Opinión Sobre Cuba

El raro experimento de las cooperativas en Cuba

Imagen de la cooperativa cubana AUTOCHAPT. Una imagen compartida por el portal Cubadebate.
Imagen de la cooperativa cubana AUTOCHAPT. Una imagen compartida por el portal Cubadebate. Cubadebate

Los organismos rectores de la economía cubana han congelado hace unos días las cooperativas no agropecuarias.

¿Cómo se puede congelar una cooperativa? Es muy difícil, no es posible meter a todos los miembros en un frigorífico, y mucho menos decretar un invierno ártico, selectivo, en todo el territorio nacional. Por eso, el método elegido por los organismos rectores ha sido quirúrgico: congelar a todos los no cooperativistas que quieran serlo, uno por uno. Es decir, prohibir toda nueva cooperativa no agropecuaria, hasta que concluya “la fase experimental”. Así las denominan: un experimento.

Es posible que dichos organismos rectores busquen descubrir una súper fórmula que convierta a Cuba en Potencia Cooperativista Mundial, porque hasta ahora la fórmula es demasiado simple: “Una cooperativa es una asociación autónoma de personas que se han unido voluntariamente para hacer frente a sus necesidades y aspiraciones económicas, sociales y culturales comunes por medio de una empresa de propiedad conjunta y democráticamente controlada”.

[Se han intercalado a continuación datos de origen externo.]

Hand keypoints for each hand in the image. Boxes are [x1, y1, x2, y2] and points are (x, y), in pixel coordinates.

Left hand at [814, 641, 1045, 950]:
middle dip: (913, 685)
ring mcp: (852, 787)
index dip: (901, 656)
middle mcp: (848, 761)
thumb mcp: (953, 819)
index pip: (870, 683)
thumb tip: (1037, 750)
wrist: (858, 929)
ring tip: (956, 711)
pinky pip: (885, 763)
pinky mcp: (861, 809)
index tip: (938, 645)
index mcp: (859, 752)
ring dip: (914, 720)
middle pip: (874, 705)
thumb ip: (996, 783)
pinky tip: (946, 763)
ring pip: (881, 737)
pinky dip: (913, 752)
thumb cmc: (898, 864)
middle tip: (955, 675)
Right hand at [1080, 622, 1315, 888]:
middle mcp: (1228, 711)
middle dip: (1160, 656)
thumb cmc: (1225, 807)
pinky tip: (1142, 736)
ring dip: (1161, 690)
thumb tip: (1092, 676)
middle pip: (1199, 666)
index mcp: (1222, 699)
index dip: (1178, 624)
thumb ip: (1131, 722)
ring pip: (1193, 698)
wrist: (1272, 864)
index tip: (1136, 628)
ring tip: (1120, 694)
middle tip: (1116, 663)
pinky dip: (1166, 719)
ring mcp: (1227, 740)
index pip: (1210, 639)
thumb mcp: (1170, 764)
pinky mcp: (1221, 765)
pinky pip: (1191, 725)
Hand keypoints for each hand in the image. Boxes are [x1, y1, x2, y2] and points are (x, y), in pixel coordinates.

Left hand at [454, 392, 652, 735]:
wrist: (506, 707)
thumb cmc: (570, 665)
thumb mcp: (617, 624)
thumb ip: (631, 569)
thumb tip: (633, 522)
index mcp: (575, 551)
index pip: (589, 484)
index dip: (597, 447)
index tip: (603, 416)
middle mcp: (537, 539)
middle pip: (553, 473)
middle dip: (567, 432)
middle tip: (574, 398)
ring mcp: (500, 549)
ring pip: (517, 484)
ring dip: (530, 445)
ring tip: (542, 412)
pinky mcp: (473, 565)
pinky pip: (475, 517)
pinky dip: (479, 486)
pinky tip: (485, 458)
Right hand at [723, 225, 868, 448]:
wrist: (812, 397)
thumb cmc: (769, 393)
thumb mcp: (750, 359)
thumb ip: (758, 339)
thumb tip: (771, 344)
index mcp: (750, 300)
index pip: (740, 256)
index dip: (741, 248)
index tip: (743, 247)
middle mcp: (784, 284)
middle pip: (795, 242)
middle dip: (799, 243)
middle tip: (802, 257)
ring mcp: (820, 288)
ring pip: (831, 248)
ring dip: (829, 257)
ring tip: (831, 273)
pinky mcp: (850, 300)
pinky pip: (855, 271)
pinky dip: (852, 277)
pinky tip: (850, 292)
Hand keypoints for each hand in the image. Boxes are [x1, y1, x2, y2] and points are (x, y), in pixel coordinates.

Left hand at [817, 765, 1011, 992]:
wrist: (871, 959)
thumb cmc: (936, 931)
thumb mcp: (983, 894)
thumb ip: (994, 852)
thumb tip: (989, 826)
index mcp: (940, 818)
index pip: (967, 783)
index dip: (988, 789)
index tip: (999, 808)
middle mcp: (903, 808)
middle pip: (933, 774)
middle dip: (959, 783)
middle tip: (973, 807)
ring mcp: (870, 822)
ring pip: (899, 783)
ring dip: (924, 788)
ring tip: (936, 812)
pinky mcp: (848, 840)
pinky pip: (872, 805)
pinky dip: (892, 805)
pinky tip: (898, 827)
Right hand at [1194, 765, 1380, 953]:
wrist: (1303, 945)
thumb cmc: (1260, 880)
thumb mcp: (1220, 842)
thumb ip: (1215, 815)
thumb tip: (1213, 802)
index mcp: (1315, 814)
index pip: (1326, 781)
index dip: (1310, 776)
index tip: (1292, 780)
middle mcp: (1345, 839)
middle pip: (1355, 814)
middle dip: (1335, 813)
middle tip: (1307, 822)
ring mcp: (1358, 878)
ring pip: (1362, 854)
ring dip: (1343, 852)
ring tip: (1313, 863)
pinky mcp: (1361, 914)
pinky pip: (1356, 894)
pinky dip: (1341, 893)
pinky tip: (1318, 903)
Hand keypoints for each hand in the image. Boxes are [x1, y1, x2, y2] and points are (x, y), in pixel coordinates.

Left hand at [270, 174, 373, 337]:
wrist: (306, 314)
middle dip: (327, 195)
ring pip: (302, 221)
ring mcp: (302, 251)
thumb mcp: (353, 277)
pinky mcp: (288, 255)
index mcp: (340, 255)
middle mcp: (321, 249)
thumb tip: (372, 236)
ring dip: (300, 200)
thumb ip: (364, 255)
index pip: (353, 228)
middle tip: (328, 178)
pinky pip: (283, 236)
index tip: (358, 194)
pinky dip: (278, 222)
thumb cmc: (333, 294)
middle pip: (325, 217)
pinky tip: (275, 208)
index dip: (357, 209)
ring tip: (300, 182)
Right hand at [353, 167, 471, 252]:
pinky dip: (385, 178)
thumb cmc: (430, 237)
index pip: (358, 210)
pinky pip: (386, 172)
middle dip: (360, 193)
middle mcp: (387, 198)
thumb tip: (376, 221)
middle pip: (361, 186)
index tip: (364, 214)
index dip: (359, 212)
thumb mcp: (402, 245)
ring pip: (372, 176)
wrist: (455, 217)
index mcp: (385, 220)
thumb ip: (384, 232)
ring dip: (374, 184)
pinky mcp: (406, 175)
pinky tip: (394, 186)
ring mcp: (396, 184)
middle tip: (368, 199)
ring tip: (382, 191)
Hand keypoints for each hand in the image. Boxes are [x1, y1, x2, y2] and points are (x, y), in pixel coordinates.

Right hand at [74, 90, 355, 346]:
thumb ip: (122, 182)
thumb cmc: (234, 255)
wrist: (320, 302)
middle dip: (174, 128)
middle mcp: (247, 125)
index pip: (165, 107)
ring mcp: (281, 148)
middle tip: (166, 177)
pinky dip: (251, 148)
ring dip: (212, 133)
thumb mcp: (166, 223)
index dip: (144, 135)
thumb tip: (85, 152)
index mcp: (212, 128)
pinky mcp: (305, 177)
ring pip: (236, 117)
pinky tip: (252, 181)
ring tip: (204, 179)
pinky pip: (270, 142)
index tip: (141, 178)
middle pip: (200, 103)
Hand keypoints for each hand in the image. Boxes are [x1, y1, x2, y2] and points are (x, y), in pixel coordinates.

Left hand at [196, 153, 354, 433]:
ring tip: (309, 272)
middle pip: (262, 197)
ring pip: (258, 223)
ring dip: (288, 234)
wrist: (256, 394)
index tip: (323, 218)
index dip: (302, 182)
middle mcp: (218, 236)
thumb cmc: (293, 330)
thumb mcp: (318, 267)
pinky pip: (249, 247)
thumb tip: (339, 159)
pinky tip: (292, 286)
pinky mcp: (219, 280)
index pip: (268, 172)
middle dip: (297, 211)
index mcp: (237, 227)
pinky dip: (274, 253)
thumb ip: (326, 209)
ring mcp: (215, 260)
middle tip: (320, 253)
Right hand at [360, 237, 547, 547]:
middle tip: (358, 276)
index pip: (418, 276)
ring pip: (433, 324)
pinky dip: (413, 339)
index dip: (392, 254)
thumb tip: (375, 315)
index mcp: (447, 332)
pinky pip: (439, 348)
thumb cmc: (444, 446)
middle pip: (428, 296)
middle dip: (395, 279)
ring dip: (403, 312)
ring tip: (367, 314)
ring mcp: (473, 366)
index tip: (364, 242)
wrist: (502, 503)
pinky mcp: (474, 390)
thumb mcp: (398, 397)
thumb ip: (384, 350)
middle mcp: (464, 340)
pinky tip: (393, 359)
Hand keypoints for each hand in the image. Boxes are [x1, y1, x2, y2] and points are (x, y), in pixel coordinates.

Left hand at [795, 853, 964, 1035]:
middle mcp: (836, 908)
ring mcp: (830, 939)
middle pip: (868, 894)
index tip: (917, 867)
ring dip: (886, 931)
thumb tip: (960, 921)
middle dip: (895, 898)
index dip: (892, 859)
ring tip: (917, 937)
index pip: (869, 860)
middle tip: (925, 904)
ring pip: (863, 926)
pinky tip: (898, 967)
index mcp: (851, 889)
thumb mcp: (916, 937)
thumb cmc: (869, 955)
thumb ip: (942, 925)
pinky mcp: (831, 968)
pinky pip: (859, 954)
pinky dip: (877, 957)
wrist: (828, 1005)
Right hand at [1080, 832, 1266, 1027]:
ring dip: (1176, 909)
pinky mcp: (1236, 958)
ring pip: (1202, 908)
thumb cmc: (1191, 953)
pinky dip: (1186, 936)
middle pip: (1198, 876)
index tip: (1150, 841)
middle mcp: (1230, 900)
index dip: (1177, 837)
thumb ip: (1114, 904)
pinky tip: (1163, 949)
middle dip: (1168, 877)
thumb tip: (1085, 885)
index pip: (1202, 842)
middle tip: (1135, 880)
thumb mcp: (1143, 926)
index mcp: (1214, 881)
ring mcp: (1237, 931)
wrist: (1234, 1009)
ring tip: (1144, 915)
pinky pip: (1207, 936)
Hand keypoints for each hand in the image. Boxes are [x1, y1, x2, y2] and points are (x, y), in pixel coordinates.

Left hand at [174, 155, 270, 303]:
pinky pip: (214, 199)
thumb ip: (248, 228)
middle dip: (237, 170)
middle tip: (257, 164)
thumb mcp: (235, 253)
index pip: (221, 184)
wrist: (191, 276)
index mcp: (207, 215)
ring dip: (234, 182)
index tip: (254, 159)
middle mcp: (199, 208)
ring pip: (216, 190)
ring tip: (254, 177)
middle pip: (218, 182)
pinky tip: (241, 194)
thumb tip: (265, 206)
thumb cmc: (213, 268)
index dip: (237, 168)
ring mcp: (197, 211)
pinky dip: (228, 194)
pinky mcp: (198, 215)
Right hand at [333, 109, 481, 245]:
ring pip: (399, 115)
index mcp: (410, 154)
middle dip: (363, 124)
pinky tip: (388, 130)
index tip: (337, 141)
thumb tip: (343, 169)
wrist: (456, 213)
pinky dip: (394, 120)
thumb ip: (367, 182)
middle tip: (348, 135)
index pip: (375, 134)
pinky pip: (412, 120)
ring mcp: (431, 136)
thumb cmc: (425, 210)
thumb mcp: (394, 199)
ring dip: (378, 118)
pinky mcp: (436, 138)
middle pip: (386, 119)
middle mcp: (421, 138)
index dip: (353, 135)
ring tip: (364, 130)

¿Cuál será entonces el problema? Nacieron hace ya como dos siglos en el planeta, emplean al 12 por ciento de la población mundial, crean riqueza social, los socios son propietarios ganándose su platica y aportan al “desarrollo sostenible” nacional. Pero los organismos rectores quieren descubrir una súper formula.

Posiblemente muchos lectores que hayan leído estas primeras líneas —por ejemplo, en Miami— las descartarán por superfluas ya que “nada de lo que se hace en Cuba ni sale bien, ni es verdad, ni tiene sentido”. ¿Para qué pues escribir sobre un lío del que ya se conoce la causa? Pero el argumento no es suficiente. Será fácil, pero no es verdad.

Las cooperativas no agropecuarias (CNA) surgieron en el 2013, cuando el gobierno de Raúl Castro inició reformas, pero que nunca existieron para Miami “porque no eran de verdad”. Pero sí lo eran. Y tal vez ese sea el problema.

Según datos oficiales, cinco años más tarde, en el año 2018 las 398 CNA tuvieron ingresos de 6,030 millones de pesos, unos $241 millones, con solo unos 17,500 cooperativistas en total. Con salario promedio antes de utilidades mensual de unos $210 por socio. Muy lejos de los $20 mensuales que se dice ganan todos los cubanos. Muchos sí los ganan, y ninguno debía ganar tan poco, pero no todos; sobre todo después de la reciente reforma salarial (que tampoco existe para Miami).

El éxito del sector privado. Esa tal vez sea una de las razones del extendido “experimento” de los organismos económicos cubanos. Que el sector privado —incluidas las cooperativas— resulta incómodo. Y lo resulta quizás porque son más eficientes que la súper protegida empresa estatal, porque son más ágiles, serviciales y sobre todo les pagan mejor a sus socios-trabajadores.

¿Y por qué serán así? (sin ser tampoco santas). Porque entre otros detalles no existe el robo ni el descuido de las empresas estatales, que siendo “propiedad de todo el pueblo”, no tienen en realidad quien las cuide del abandono y la sustracción.

El Estado cubano, con todas sus fuentes económicas de análisis y legislativas, desea seguir “experimentando” con una fuerza productiva que ha crecido el 627% en cuatro años, mejorando el nivel de vida de muchas familias cubanas. Habrá delitos en algunas cooperativas, pero ninguna cooperativa los comete. Los cooperativistas sí, y para eso existen las leyes, o debían existir, en un estado de derecho en que el individuo o la personalidad jurídica legal tengan acceso al debido proceso y no solo al pataleo.

Hasta cuando seguirá el “experimento” con las cooperativas no agropecuarias —que no son ni siquiera capitalistas, sino más bien socialistas— nadie puede saberlo.

Ahora el tema penetró al tabernáculo del laboratorio económico estatal. La administración Trump hace todo lo posible por complicarle las cosas a los cubanos, y los químicos de la economía, en este caso, también. ¿Qué pecado habrá en que la gente progrese?

“La mejor manera de que algo no avance es convertirla en un ‘experimento’ ”, dijo entre otros un desconsolado lector sobre estas nuevas normas jurídicas en el sitio informativo estatal Cubadebate. Y qué bueno, porque qué pecado habrá en que la gente —tenga o no toda la razón— se exprese.